A New York City jury on Tuesday awarded $2 million in damages to Sports Technology Applications (STA), a California-based sports software company that entered into a contract with MLB Advanced Media to develop an in-game app.
STA established that MLBAM, the Internet and interactive-media arm of MLB, breached the deal. STA also convinced jurors that MLBAM engaged in fraudulent acts by collaborating with a rival to develop a similar app.
Justice Joel Cohen presided over the litigation, which lasted seven years and involved numerous court filings. MLBAM parent company Major League Baseball declined to comment, citing pending litigation.

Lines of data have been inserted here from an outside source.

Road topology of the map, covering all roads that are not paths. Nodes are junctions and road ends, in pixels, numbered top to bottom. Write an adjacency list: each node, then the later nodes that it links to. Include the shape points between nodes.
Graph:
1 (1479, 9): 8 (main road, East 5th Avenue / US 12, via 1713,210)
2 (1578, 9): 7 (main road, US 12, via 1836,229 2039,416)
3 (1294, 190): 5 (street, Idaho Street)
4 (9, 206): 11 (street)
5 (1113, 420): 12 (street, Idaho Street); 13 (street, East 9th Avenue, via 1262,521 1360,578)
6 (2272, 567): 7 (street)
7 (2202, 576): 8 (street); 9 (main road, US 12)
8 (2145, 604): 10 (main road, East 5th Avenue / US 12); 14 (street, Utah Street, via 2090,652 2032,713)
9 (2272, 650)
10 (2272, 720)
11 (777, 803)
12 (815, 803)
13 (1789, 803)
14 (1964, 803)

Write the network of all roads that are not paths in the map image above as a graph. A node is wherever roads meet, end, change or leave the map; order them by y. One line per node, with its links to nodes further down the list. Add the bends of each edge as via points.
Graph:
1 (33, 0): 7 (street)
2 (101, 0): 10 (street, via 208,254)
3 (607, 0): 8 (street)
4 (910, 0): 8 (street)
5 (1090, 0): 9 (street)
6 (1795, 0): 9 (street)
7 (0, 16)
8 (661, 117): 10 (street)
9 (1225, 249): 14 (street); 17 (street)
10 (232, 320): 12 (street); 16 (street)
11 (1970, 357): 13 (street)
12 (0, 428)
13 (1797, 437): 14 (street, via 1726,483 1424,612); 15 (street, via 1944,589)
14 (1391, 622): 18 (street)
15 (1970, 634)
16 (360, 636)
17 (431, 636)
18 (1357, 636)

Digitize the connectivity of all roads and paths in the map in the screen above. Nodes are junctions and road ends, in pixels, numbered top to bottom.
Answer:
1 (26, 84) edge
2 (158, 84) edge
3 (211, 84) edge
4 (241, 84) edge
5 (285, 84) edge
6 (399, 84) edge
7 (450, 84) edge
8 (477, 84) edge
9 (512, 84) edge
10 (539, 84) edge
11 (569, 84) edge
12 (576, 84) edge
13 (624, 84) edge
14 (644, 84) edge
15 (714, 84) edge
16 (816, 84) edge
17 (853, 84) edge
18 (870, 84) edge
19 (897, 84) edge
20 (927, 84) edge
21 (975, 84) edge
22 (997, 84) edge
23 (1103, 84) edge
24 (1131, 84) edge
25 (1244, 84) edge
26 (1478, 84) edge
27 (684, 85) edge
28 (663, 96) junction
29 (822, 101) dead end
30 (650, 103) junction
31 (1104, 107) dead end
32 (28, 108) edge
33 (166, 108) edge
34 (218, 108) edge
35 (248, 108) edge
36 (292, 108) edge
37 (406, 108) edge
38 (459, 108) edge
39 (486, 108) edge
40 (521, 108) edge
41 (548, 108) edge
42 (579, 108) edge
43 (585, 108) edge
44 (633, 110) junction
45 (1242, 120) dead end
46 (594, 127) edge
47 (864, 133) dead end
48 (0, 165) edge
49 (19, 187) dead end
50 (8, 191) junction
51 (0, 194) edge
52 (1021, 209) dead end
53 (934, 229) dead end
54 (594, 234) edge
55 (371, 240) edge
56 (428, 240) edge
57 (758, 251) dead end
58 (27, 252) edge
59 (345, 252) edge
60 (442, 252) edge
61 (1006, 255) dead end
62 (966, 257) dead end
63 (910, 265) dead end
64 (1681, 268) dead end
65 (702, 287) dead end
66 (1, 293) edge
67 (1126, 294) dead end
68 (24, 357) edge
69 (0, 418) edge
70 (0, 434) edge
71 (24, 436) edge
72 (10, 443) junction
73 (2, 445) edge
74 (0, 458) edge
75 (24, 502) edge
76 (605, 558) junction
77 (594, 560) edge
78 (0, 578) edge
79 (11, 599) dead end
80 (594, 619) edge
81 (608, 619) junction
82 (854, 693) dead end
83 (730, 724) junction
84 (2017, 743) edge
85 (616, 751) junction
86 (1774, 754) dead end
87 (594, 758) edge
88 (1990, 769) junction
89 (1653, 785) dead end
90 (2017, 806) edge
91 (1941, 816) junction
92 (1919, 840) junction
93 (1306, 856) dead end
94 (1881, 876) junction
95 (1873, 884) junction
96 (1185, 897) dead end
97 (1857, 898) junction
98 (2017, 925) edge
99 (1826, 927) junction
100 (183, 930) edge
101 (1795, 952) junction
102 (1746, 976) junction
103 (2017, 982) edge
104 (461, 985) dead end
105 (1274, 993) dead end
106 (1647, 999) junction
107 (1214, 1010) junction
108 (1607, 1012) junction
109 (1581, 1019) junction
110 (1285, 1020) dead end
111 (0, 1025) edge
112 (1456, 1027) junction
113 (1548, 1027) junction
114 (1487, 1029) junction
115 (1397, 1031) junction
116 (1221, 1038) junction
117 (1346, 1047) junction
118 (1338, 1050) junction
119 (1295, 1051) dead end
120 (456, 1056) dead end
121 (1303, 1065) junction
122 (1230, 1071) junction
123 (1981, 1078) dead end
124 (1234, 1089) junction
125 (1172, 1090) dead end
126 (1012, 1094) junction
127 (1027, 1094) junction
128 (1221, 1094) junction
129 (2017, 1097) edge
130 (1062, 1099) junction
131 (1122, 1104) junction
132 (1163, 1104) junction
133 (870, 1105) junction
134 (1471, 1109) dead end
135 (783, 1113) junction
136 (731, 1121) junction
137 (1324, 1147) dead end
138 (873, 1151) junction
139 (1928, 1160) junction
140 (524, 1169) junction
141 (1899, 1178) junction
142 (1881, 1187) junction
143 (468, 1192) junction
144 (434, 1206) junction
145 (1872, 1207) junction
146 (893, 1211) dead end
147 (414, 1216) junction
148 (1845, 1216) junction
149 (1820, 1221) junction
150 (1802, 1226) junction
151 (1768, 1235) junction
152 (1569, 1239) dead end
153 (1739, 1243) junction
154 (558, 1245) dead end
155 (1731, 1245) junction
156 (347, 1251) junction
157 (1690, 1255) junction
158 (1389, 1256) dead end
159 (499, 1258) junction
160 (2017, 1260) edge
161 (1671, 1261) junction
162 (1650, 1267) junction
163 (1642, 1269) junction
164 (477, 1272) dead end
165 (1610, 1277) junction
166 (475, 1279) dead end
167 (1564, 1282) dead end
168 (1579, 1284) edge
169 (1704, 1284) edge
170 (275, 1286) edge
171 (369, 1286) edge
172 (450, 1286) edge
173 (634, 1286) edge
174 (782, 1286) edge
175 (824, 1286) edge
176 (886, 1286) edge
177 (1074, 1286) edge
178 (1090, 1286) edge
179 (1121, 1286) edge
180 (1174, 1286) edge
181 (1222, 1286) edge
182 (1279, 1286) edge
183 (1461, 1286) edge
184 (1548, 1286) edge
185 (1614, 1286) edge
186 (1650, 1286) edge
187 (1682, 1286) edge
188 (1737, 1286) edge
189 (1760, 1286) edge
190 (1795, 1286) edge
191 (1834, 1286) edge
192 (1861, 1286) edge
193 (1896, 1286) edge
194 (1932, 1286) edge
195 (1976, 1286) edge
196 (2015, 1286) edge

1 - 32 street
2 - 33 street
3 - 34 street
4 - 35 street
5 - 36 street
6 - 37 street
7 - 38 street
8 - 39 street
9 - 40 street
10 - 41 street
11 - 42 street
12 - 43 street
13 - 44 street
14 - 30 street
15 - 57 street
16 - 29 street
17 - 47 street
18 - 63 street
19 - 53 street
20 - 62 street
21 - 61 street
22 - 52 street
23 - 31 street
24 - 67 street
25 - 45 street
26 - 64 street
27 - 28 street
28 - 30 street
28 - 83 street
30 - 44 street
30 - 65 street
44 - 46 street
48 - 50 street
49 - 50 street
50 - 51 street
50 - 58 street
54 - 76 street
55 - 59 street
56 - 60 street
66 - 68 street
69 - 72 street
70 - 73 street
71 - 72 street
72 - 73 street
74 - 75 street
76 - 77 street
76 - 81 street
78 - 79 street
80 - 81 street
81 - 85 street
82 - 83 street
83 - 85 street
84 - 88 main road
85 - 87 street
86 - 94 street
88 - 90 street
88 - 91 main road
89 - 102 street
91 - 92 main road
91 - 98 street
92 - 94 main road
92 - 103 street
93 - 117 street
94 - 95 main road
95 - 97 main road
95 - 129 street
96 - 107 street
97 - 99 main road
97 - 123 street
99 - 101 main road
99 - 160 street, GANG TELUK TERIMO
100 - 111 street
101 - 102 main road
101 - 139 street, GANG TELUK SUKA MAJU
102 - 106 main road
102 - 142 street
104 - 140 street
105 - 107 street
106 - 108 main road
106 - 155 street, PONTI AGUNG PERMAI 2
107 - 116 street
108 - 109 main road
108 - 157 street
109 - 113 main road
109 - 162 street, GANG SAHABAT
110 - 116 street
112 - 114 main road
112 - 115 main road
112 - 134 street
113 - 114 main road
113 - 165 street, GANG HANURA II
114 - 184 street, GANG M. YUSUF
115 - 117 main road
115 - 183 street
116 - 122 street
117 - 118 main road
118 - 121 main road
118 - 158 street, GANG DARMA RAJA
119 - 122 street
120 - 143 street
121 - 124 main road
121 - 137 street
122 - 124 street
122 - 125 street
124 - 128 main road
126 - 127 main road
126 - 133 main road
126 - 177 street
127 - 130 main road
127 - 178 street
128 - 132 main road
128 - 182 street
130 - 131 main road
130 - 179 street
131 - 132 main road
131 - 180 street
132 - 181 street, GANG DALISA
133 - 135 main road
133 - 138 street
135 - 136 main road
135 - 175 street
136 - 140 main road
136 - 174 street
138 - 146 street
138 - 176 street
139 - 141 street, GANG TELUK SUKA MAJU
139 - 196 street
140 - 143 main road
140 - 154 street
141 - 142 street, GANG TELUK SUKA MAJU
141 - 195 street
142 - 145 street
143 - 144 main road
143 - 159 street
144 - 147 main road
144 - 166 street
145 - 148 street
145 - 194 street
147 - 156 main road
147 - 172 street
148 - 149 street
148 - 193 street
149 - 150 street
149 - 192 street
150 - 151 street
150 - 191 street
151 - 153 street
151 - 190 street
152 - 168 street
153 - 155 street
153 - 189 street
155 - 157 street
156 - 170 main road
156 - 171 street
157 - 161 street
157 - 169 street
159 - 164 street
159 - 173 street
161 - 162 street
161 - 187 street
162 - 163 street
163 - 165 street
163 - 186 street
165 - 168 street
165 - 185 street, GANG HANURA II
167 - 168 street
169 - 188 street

In the lawsuit, each side forcefully insists the other effectively “dropped the ball” in meeting their respective duties.
In 2012, MLBAM and STA signed a seven-year license agreement wherein, on a non-exclusive basis, MLBAM licensed trademarks and other intellectual property to STA. The app, which court documents alternatively refer to as “Victis” and “Sage,” involved challenging friends to see who was best at predicting up-coming plays by batters, pitchers and managers. Virtual caps and jerseys were awarded to winners. MLBAM agreed to promote the app through websites and social media, with at least 1 million impressions per year required. By the third year of the deal, STA would be on the hook to make a series of payments totaling $5 million.
As sometimes happens in business deals, each side’s expectations weren’t met. Frustrations grew until the two sides eventually—and acrimoniously—cut ties.
MLBAM’s court records offer a narrative that depicts STA as inept. MLBAM insists that STA “was never able to monetize its app or earn more than mere pennies from it” and “never paid MLBAM a dime,” let alone $5 million. MLBAM also complains that STA released the app nearly five months late, near the end of the 2013 regular season. Making matters worse, MLBAM contends, the app suffered from a bevy of technical issues, including server crashes. MLBAM acknowledges it declined to promote the app as aggressively as required in the contract. However, it explains this was due to a shortened time frame caused by the app’s late-season arrival. STA closed the app following the season.
STA’s filings tell a starkly different story. The company portrays MLBAM as engaged in disingenuous business strategies that prevented a workable relationship. First, STA’s main contact at MLBAM was a vice president of gaming who was simultaneously a “board member of PrePlay, a direct competitor of STA.” Second, STA says it learned that MLBAM was itself “a significant shareholder of PrePlay,” thus suggesting MLBAM was double dealing.
Toward the end of the 2013 regular season, STA says it received a letter from PrePlay claiming STA was infringing on PrePlay’s intellectual property. This is because MLBAM had granted PrePlay what STA describes as an “exclusive license for a gaming application”—a set of rights for which MLBAM had licensed to STA on a non-exclusive basis. STA charges MLBAM should have disclosed its dealings with PrePlay.
MLBAM flatly disagrees, stressing that it was under no obligation to divulge. MLBAM also argues that STA executives were well aware of PrePlay’s app, “which became available in 2012—more than a year before STA’s game launched—and STA’s employees and directors downloaded it and were familiar with how it worked.” STA contends this defense misses what it regards as a more central point: MLBAM provided PrePlay “with an exclusive license before the STA license was executed.”
Jurors sided with STA, which was represented by Damien Prosser and other attorneys from Morgan & Morgan. MLBAM, which was represented by Alan Littman from Goldman Ismail and other attorneys, can appeal.